Problem to solve:
Lines with the word "Moreira" are the ones wanted. Copy each of them from the entries below.

[Stored data entries]
════

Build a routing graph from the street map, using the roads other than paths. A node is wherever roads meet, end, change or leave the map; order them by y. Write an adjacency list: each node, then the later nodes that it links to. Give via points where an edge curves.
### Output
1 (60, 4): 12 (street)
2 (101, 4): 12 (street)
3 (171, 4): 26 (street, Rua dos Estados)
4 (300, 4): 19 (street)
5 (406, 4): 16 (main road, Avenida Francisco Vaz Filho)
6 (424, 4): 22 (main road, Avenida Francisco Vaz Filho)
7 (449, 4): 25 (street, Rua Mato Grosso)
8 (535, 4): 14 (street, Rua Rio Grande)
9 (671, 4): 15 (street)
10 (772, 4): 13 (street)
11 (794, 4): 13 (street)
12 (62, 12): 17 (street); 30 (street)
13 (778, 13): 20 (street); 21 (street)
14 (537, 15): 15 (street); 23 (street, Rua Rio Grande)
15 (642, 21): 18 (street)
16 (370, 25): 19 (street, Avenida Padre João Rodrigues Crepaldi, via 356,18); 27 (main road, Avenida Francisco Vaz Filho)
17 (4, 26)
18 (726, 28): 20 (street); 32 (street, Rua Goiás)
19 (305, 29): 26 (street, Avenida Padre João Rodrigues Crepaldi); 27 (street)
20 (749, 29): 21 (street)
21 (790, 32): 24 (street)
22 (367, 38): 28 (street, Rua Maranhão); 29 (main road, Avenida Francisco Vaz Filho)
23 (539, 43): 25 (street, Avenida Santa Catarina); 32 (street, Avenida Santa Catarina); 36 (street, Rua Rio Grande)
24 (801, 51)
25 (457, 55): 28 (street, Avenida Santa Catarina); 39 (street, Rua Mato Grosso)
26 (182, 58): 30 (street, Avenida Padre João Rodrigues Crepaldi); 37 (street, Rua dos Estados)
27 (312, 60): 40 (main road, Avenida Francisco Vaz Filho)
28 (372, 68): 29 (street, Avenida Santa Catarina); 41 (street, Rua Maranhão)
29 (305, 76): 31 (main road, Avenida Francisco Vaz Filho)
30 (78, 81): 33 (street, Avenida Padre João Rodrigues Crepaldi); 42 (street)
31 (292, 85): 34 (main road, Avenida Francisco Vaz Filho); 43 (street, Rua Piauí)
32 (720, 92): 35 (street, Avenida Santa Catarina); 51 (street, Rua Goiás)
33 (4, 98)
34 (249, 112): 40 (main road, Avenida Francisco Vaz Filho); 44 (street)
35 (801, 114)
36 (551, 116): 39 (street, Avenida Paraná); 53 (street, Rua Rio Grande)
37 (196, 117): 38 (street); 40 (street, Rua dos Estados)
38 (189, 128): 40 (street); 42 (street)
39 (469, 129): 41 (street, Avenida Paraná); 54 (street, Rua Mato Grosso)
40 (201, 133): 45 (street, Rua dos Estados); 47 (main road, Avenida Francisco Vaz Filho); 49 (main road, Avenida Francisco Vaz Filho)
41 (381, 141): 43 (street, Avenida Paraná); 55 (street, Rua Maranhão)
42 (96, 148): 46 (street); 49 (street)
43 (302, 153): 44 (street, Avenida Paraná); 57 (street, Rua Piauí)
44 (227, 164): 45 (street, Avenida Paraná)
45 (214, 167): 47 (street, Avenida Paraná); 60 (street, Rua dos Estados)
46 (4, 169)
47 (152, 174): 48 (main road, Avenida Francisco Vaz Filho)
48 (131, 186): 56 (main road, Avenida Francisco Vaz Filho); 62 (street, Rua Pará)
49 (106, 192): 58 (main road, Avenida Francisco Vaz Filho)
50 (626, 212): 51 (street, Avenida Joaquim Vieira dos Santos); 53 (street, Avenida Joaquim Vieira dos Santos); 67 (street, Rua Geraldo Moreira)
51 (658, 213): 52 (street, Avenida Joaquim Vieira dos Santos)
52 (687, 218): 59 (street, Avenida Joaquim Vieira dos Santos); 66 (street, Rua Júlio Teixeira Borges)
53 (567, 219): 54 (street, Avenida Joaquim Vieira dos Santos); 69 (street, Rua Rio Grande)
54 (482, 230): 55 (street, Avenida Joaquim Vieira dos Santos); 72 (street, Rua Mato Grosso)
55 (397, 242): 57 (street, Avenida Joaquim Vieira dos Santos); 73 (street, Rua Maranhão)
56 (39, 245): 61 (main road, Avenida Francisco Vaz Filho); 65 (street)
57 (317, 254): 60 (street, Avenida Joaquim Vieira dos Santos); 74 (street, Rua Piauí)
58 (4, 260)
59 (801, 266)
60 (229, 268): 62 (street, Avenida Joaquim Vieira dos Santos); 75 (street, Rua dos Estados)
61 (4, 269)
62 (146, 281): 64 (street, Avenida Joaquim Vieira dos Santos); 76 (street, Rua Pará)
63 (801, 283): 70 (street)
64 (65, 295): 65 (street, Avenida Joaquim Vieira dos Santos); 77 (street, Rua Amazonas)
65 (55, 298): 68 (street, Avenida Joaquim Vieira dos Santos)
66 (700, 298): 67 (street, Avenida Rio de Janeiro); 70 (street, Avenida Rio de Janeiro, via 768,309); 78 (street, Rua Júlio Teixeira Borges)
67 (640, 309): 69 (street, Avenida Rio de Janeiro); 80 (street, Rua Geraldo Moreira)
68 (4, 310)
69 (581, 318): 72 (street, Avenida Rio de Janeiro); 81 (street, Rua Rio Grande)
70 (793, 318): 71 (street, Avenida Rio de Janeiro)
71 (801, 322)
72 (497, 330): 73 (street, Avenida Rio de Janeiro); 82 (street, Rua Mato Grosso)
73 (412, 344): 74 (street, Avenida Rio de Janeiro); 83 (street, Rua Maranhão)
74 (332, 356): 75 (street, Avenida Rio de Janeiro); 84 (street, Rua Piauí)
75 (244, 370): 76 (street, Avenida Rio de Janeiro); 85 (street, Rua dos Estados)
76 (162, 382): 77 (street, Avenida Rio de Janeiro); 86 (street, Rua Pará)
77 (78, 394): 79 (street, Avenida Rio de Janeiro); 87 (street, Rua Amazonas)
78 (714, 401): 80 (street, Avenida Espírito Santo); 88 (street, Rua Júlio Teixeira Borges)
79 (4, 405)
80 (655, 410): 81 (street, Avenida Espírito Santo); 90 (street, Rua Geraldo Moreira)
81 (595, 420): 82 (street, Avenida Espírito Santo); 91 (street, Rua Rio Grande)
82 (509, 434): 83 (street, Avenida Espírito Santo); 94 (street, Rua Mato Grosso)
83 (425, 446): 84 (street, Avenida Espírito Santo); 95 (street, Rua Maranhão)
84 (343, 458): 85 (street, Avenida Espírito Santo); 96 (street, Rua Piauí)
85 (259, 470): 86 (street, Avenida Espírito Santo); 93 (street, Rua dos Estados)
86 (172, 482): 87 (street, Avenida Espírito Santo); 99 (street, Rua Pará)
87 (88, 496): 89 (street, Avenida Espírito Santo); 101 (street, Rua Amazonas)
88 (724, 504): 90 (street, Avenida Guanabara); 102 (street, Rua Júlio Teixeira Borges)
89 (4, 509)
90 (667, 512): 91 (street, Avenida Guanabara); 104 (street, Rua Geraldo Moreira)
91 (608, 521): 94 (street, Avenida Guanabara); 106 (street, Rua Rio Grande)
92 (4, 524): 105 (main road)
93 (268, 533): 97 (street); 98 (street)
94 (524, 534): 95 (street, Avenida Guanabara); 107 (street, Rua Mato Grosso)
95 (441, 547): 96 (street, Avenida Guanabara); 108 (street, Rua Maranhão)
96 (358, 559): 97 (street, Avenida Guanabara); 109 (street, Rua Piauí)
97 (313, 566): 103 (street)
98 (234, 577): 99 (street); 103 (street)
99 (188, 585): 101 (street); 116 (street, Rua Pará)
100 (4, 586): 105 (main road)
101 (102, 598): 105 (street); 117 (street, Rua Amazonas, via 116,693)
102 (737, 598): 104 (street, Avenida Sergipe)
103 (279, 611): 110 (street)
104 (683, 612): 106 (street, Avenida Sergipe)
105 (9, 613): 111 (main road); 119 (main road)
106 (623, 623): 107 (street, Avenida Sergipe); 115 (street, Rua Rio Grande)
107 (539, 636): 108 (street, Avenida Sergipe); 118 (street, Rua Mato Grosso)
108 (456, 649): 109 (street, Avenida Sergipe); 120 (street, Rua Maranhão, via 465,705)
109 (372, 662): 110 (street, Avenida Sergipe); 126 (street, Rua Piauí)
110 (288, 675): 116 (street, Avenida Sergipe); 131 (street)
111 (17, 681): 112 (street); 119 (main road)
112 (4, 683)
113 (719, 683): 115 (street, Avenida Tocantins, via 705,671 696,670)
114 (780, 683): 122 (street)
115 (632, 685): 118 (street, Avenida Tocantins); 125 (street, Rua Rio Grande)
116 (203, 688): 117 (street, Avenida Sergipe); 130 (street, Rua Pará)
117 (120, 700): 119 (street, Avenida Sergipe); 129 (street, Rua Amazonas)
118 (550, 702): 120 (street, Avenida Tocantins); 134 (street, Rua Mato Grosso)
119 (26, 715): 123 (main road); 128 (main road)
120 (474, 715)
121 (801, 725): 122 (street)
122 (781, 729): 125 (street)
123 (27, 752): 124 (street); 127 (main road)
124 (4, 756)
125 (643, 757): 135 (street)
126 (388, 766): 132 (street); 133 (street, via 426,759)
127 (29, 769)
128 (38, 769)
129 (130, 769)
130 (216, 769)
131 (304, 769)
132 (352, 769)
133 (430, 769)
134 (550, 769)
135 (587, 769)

════

Output:
50 (626, 212): 51 (street, Avenida Joaquim Vieira dos Santos); 53 (street, Avenida Joaquim Vieira dos Santos); 67 (street, Rua Geraldo Moreira)
67 (640, 309): 69 (street, Avenida Rio de Janeiro); 80 (street, Rua Geraldo Moreira)
80 (655, 410): 81 (street, Avenida Espírito Santo); 90 (street, Rua Geraldo Moreira)
90 (667, 512): 91 (street, Avenida Guanabara); 104 (street, Rua Geraldo Moreira)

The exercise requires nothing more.